ENG ELC 220 Lecture Notes - Lecture 11: Disaster Risk Reduction, Mikhail Gorbachev, Angela Merkel
10/12/18
Who’s Who in IR
Regional Actors in IR: Peace Operations and Summary
Introduction
• What have we learned about regional organisations?
• What is their purpose?
• Why are they created?
• How effective are they in terms of form, function and global impact?
• Their expanded role in peace operations / peacekeeping
Summative assignments
• Your marks for the article review have now been published. Please visit the
Dropbox in the INTR11020 learning room.
• Next assignment due 22 February 2019: (Critical) biography
– 1500 words + or – 10% (excluding bibliography)

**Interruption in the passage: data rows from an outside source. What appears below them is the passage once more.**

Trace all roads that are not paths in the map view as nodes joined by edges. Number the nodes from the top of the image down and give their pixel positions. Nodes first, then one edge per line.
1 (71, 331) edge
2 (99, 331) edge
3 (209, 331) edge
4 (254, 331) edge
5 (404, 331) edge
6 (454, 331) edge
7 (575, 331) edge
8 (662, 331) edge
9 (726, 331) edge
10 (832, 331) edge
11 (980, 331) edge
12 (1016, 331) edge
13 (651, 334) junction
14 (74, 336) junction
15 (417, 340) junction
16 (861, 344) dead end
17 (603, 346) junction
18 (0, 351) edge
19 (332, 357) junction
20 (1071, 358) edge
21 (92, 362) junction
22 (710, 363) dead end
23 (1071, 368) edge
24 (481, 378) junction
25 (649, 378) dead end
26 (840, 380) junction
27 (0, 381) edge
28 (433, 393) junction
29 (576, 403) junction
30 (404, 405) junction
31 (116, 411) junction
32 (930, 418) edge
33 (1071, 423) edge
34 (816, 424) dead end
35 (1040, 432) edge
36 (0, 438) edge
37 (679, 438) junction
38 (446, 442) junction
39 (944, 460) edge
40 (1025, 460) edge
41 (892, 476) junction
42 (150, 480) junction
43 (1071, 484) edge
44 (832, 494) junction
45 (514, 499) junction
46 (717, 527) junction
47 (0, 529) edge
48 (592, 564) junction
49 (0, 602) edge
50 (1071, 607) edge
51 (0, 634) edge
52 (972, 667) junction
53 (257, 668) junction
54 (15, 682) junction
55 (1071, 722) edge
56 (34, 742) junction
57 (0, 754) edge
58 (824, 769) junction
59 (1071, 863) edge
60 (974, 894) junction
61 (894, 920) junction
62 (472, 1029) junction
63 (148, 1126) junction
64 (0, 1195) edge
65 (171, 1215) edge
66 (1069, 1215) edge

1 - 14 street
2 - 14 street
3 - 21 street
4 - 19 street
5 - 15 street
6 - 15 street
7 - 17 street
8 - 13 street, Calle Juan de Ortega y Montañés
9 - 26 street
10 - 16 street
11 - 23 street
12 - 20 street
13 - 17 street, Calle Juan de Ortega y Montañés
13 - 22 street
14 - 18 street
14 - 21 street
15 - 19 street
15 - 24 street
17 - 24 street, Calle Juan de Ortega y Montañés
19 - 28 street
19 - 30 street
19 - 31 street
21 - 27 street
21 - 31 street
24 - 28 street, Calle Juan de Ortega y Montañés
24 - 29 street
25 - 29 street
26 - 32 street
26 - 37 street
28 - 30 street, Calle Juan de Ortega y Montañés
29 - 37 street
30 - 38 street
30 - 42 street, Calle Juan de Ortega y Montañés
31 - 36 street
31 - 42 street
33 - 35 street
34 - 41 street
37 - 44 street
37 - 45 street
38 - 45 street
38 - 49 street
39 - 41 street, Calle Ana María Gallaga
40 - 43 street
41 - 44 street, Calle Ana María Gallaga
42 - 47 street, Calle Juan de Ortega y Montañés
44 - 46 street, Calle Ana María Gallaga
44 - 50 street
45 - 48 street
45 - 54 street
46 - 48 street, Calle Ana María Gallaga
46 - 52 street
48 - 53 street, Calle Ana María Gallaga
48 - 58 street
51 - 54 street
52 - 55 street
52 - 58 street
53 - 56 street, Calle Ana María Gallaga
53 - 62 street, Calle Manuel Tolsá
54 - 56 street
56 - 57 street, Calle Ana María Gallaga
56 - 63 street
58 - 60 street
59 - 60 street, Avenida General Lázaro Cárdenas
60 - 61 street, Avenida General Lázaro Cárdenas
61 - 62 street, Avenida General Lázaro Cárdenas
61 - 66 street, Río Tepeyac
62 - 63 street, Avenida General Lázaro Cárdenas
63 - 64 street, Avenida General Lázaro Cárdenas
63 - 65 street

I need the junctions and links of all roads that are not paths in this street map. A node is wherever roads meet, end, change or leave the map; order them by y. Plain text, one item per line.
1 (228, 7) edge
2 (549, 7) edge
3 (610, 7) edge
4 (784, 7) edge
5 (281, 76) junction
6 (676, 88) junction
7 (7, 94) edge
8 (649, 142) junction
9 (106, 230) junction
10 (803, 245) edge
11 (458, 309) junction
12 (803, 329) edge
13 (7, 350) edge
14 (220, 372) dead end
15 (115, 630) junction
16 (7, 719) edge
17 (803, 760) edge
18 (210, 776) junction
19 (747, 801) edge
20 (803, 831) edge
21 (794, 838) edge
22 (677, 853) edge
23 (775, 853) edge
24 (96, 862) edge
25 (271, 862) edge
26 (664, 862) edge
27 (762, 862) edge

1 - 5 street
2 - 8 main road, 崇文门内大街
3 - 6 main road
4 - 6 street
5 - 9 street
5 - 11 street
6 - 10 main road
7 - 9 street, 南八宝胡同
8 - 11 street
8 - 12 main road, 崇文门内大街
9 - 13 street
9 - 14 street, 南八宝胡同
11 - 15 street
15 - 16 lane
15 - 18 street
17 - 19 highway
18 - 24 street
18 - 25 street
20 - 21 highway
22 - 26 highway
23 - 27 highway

– Students can choose from any of the following individuals to assess through a
biography (or present an alternative political figure that has had an impact on
IR): George W. Bush, Nelson Mandela, Margaret Thatcher, Adolf Hitler,
Barack Obama, Donald Trump, Vladimir Putin, Mikhail Gorbachev, Angela
Merkel, etc.
– Or anybody else of key political interest that you deem worthy of a review
– Biography should critically assess: Domestic impact, Assess their ability to
influence international events, international impact, and legacy
• →Start reading up on your chosen IR leader over the holidays
Introduction
• The organisations that we covered were:
– EU
– ASEAN
– Arab League
• But there are many other organisations that you can focus on and that you will see
throughout the degree
Not Just About Politics
• Regional organisations have become major players in the realm of peace operations.
– They have developed specialised policies and institutions to tackle issues
such as emergency response, disaster risk reduction and conflict
management.
Regional Orgs and Peace Ops
• Regional institutions are most engaged with humanitarian issues when they are not
seen as threatening state sovereignty:
– when they are financed by donors from outside of the region
– when they are framed in technical terms
– when they are part of broader global processes
• Regional organisations have received credit for signing international agreements and
establishing institutions regardless of the enforcement of those agreements or the
effectiveness of those institutions.
– See: http://www.odi.org/sites/odi.org.uk/files/odi-assets/publications-
opinion-files/8766.pdf
Examples?
• ASEAN worked closely with the United Nations and the Myanmar government to
ensure foreign aid agencies could enter country and respond to aftermath of Cyclone
Nargis in 2008
• 2011 the Gulf Cooperation Council helped negotiate a resolution to conflict in
Yemen.
• 2013 Economic Community of West African States (ECOWAS) deployed
peacekeepers to Mali to work with French and Chadian forces in securing the
country following a military coup and outbreak of insurgency in north.
How to engage with humanitarian conflict?
• While the recent proliferation of regional humanitarian initiatives has been
reasonably well reported, less is known about what these institutions have achieved
in practice
– E.g. while many regional organisations have policies addressing refugees, few
were involved in coordinating assistance for refugees, studied refugee issues
or consolidated donor funds to help meet humanitarian agencies’ needs.
• Where they did engage directly with refugees, regional organisations generally
provided mostly symbolic levels of assistance.
– ECOWAS allocated up to $15 million in food aid to refugees in West Africa,
though the food involved had been financed by the African Development
Bank and distributed by the World Food Programme (WFP)
– The Arab League has arranged for the delivery of modest amounts of medical
supplies to Jordan for the benefit of Syrian refugees.
• One problem: national governments which prefer to address such issues internally or
bilaterally with neighbouring countries have, at least in particular instances,
prevented regional forums from engaging.